Now that you’ve decided on the best training option for your organization, it’s time to start building your training program. However, this isn’t a simple task. Creating and implementing an effective training program that resonates with your people can be a challenge, but it doesn’t have to be.
By starting with a solid foundation, you can build a training program that will guide your employees and help achieve company goals. Here are two important questions you must ask when kicking off your training process:
1. What are you Trying to Accomplish?
It may take a little brainstorming and research, but by identifying the specific business objective you want to change, you’ll be on your way to building a training program that can accomplish those goals.

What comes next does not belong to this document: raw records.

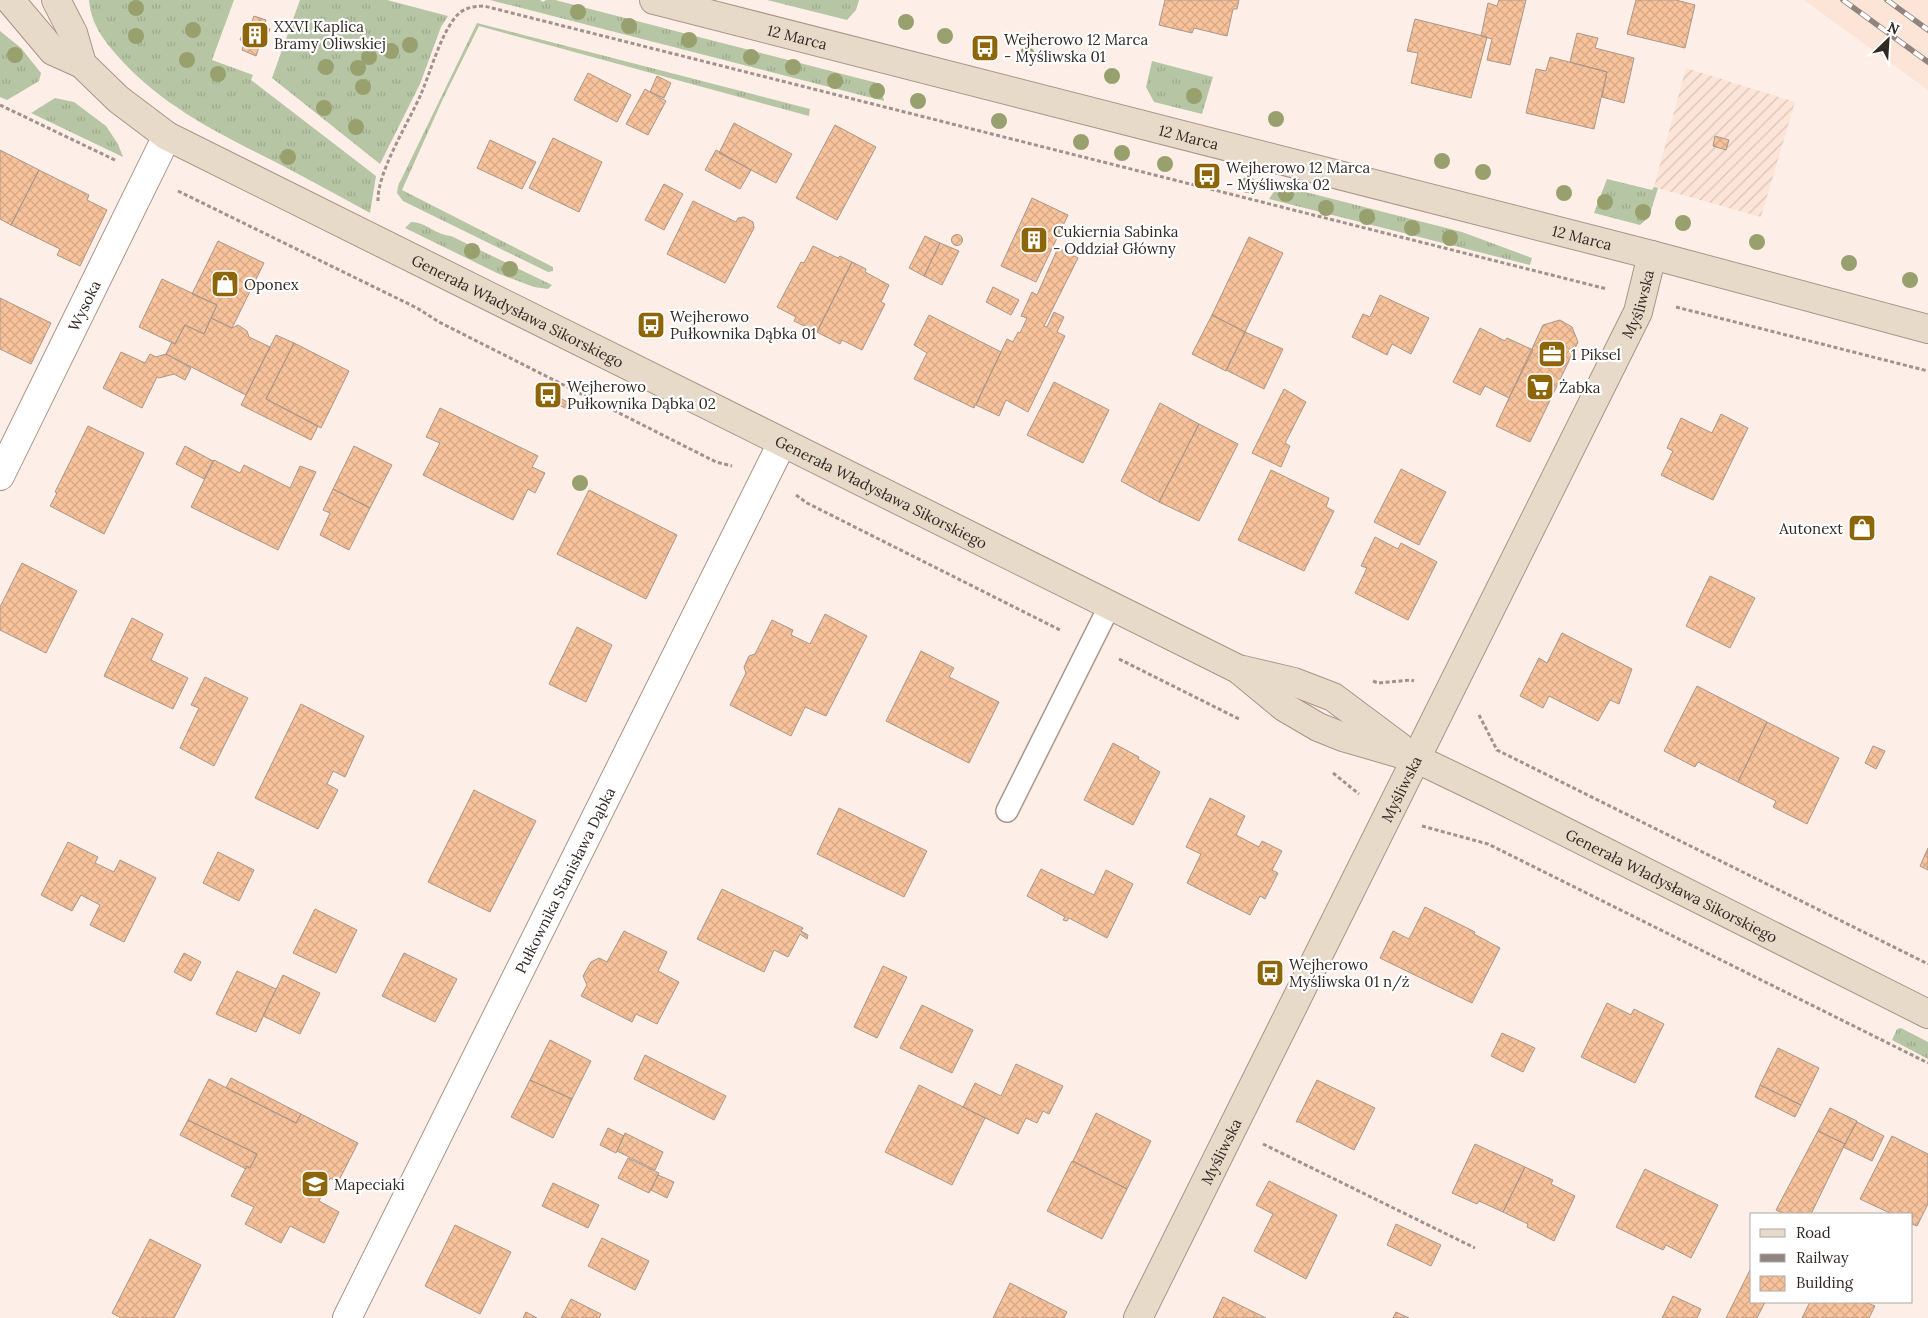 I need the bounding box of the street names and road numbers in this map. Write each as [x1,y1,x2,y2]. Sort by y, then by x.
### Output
street label: 12 Marca [765,20,830,53]
street label: 12 Marca [1157,120,1221,153]
street label: 12 Marca [1550,220,1614,254]
street label: Generała Władysława Sikorskiego [409,250,627,371]
street label: Myśliwska [1617,267,1658,341]
street label: Wysoka [63,277,104,334]
street label: Generała Władysława Sikorskiego [772,431,991,552]
street label: Myśliwska [1377,752,1426,825]
street label: Pułkownika Stanisława Dąbka [510,784,619,976]
street label: Generała Władysława Sikorskiego [1563,824,1781,946]
street label: Myśliwska [1196,1115,1245,1188] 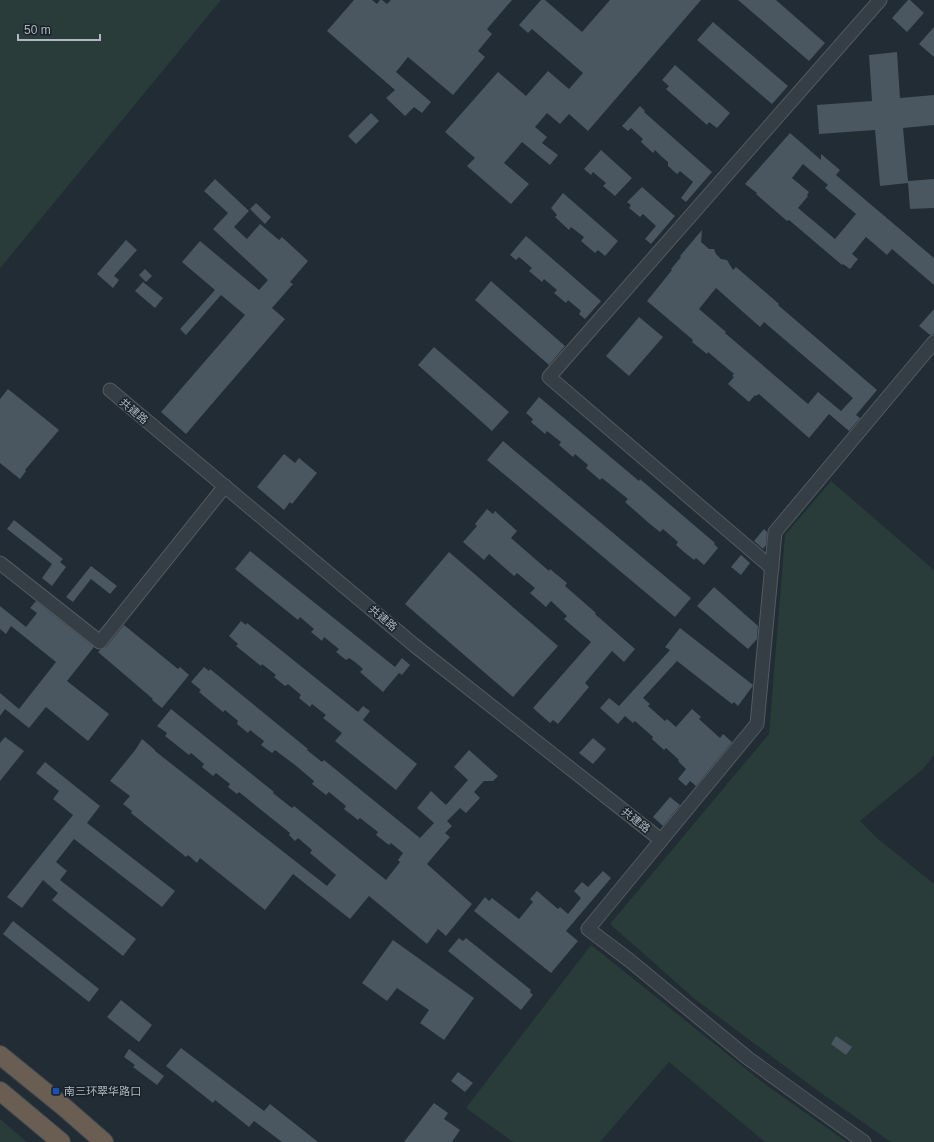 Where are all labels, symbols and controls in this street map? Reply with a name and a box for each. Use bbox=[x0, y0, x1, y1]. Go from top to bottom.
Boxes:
scale bar bbox=[18, 16, 100, 42]
text: 50 m bbox=[24, 23, 51, 37]
street label: 共建路 bbox=[118, 396, 150, 426]
street label: 共建路 bbox=[367, 603, 399, 633]
street label: 共建路 bbox=[619, 805, 653, 835]
place label: 南三环翠华路口 bbox=[64, 1085, 141, 1097]
marker: 南三环翠华路口 bbox=[51, 1086, 61, 1096] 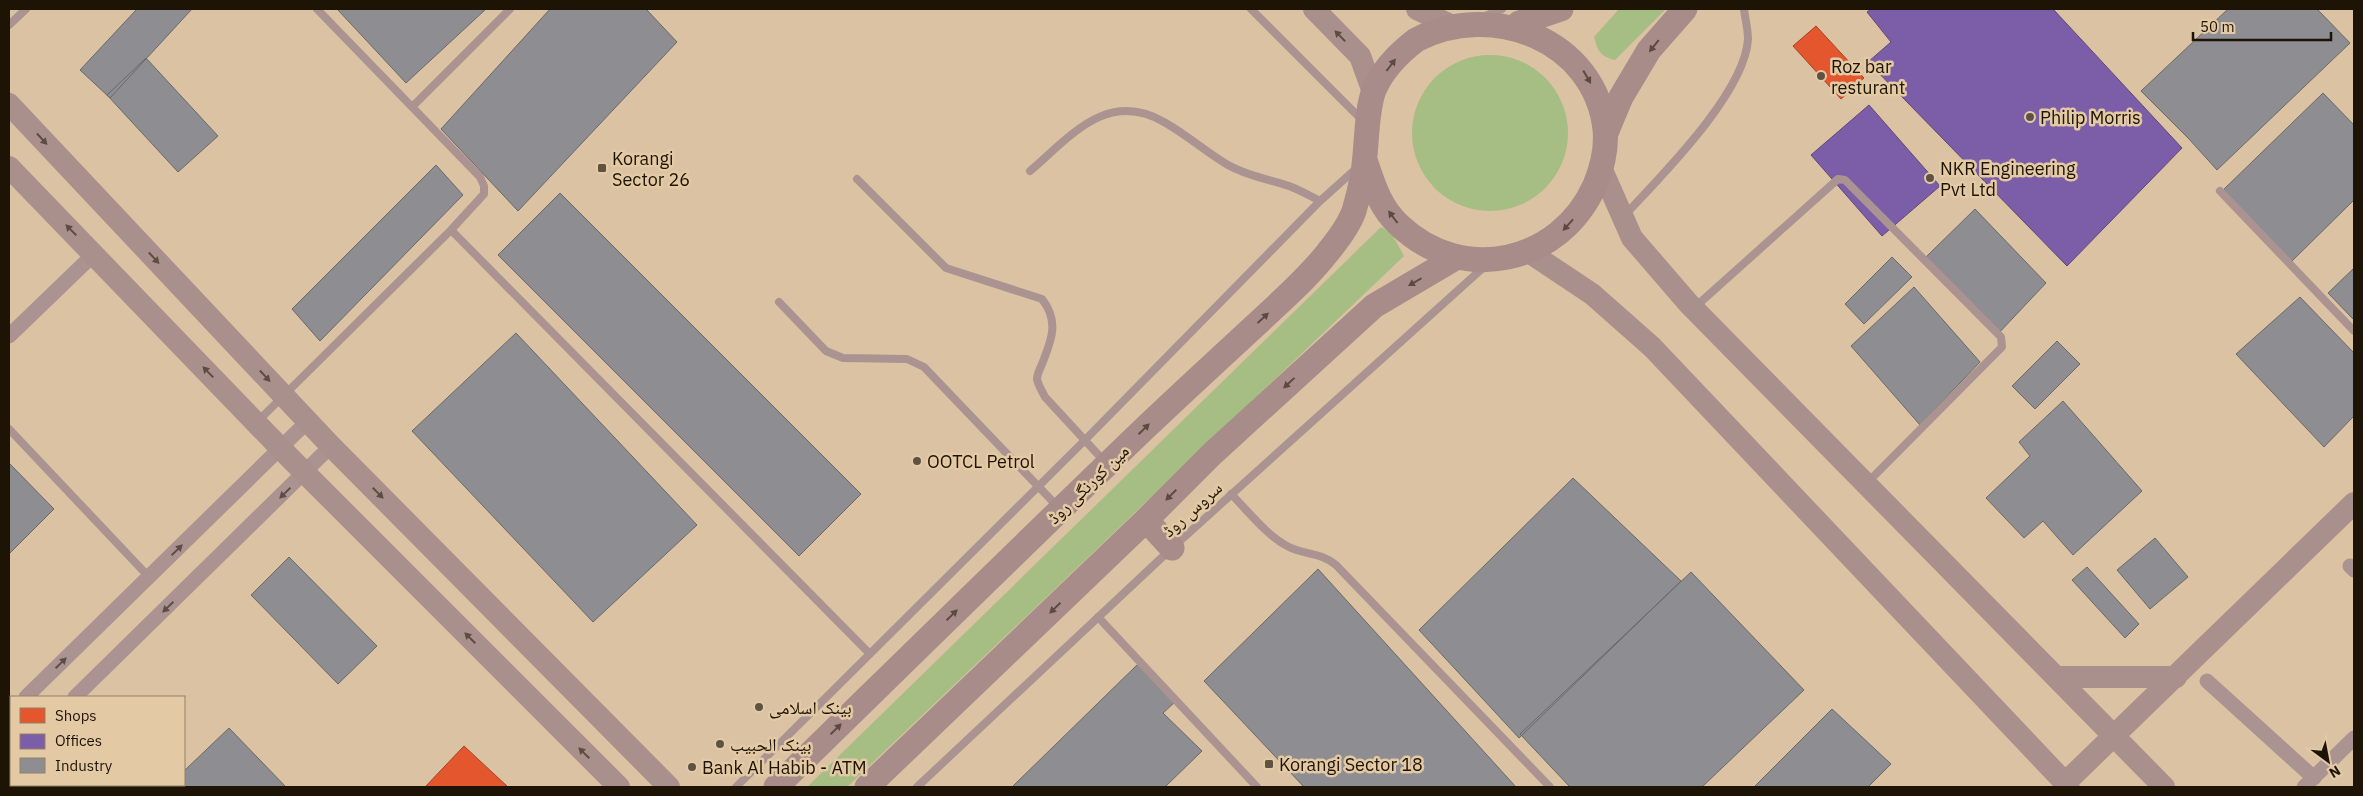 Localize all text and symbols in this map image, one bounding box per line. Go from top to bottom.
scale bar [2193,10,2330,42]
text: 50 m [2200,17,2235,36]
one-way arrow [1334,30,1346,42]
one-way arrow [1648,39,1659,52]
place label: Roz bar resturant [1831,55,1905,99]
one-way arrow [1386,58,1396,72]
one-way arrow [1583,70,1592,84]
marker: Roz bar resturant [1815,70,1827,82]
place label: Philip Morris [2040,106,2141,129]
marker: Philip Morris [2024,111,2036,123]
one-way arrow [36,133,48,145]
place label: Korangi Sector 26 [612,147,690,191]
place label: NKR Engineering Pvt Ltd [1940,157,2076,201]
marker: Korangi Sector 26 [596,162,608,174]
marker: NKR Engineering Pvt Ltd [1924,172,1936,184]
one-way arrow [1388,210,1398,224]
one-way arrow [1562,219,1574,231]
one-way arrow [65,224,77,236]
one-way arrow [148,251,160,263]
one-way arrow [1408,277,1421,286]
one-way arrow [1257,312,1269,324]
one-way arrow [202,367,214,379]
one-way arrow [259,370,271,382]
one-way arrow [1284,377,1296,389]
one-way arrow [1138,423,1150,435]
street label: مین کورنگی روڈ [1042,439,1134,529]
place label: OOTCL Petrol [927,450,1035,473]
marker: OOTCL Petrol [911,455,923,467]
street label: سروس روڈ [1157,476,1227,542]
one-way arrow [279,487,291,499]
one-way arrow [372,487,384,499]
one-way arrow [1165,489,1177,501]
one-way arrow [171,544,183,556]
one-way arrow [163,601,175,613]
one-way arrow [1049,602,1061,614]
one-way arrow [946,609,958,621]
one-way arrow [464,632,476,644]
one-way arrow [54,657,66,669]
legend [10,696,185,786]
place label: بینک اسلامی [769,696,852,719]
marker: بینک اسلامی [753,701,765,713]
text: Shops [55,706,97,725]
one-way arrow [830,723,842,735]
text: Offices [55,731,102,750]
place label: بينک الحبيب [730,733,811,756]
north arrow [2303,736,2353,786]
marker: بينک الحبيب [714,738,726,750]
one-way arrow [579,747,591,759]
place label: Korangi Sector 18 [1279,753,1423,776]
text: Industry [55,756,113,775]
place label: Bank Al Habib - ATM [702,756,867,779]
marker: Korangi Sector 18 [1263,758,1275,770]
marker: Bank Al Habib - ATM [686,761,698,773]
text: N [2326,762,2344,782] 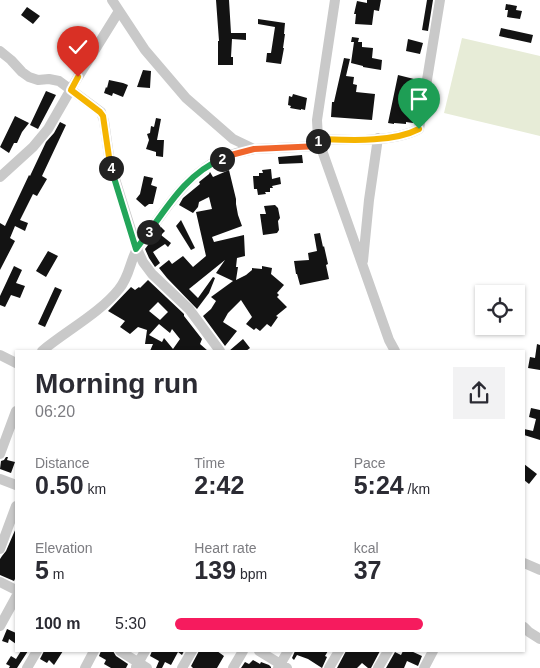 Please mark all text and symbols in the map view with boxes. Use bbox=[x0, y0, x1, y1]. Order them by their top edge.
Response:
pin bbox=[57, 26, 99, 77]
icon: check bbox=[64, 33, 92, 61]
pin bbox=[398, 78, 440, 129]
icon: arrive bbox=[405, 85, 433, 113]
pin: 1 bbox=[306, 128, 330, 154]
text: 1 bbox=[315, 133, 322, 149]
pin: 2 bbox=[210, 146, 234, 172]
text: 2 bbox=[219, 151, 226, 167]
pin: 4 bbox=[98, 156, 124, 180]
text: 4 bbox=[108, 160, 115, 176]
pin: 3 bbox=[136, 220, 162, 244]
text: 3 bbox=[146, 224, 153, 240]
map controls bbox=[475, 285, 525, 335]
button: locate bbox=[475, 285, 525, 335]
button: share bbox=[453, 367, 505, 419]
text: Morning run bbox=[35, 368, 198, 399]
text: 06:20 bbox=[35, 403, 75, 420]
text: Distance bbox=[35, 455, 89, 471]
text: Time bbox=[194, 455, 225, 471]
text: Pace bbox=[354, 455, 386, 471]
text: 0.50 bbox=[35, 471, 84, 499]
text: 2:42 bbox=[194, 471, 244, 499]
text: 5:24 bbox=[354, 471, 404, 499]
text: km bbox=[84, 481, 106, 497]
text: /km bbox=[404, 481, 430, 497]
text: Elevation bbox=[35, 540, 93, 556]
text: Heart rate bbox=[194, 540, 257, 556]
text: kcal bbox=[354, 540, 379, 556]
text: 5 bbox=[35, 556, 49, 584]
text: 139 bbox=[194, 556, 236, 584]
text: 37 bbox=[354, 556, 381, 584]
text: m bbox=[49, 566, 64, 582]
text: bpm bbox=[236, 566, 267, 582]
text: 100 m bbox=[35, 615, 80, 632]
text: 5:30 bbox=[115, 615, 146, 632]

It’s easy to make assumptions about what needs to be trained – don’t! You need to expand your frame and look at the bigger picture. Organizations often jump to conclusions about what they need to fix, but end up only identifying the symptoms of a deeper root issue.
Take some time to define what “results” you want from your training. What is the needle you’re trying to move? It’s most likely performance – so what specific metric are you trying to affect and by how much?
• CSRs: “We want to decrease the amount of wrong parts sent in 2014 by 10%.”
• Engagement: “We want to increase the amount of participant information capture over 50% in 2014.”
• Automotive Repair: “We would like to increase the average repair order by 7% in 2015.”
• Sales: “We would like to increase average sales order by 4% in Q4 2014.”
Instead of setting a generic goal, such as increase sales, enhance customer service or decrease cost, these specific metrics provide your training with clear objectives and help point you in the right direction.
2. What’s Going on in the Field?
Now that you know the exact objective you want to reach, do the research to understand the “reality” of how this is playing out in your organization. Let’s use the CSRs, we want to decrease the amount of wrong parts sent in 2014 by 10%, example:
• Why are the wrong parts being sent?
• Where is the breakdown in the process?
• Who’s doing this right?
• What are they doing differently?
Here’s what is great about this, all you have to do is go, watch, document and maybe ask a question or two. These are the basics of ethnography or observational research and will pay dividends during your development effort.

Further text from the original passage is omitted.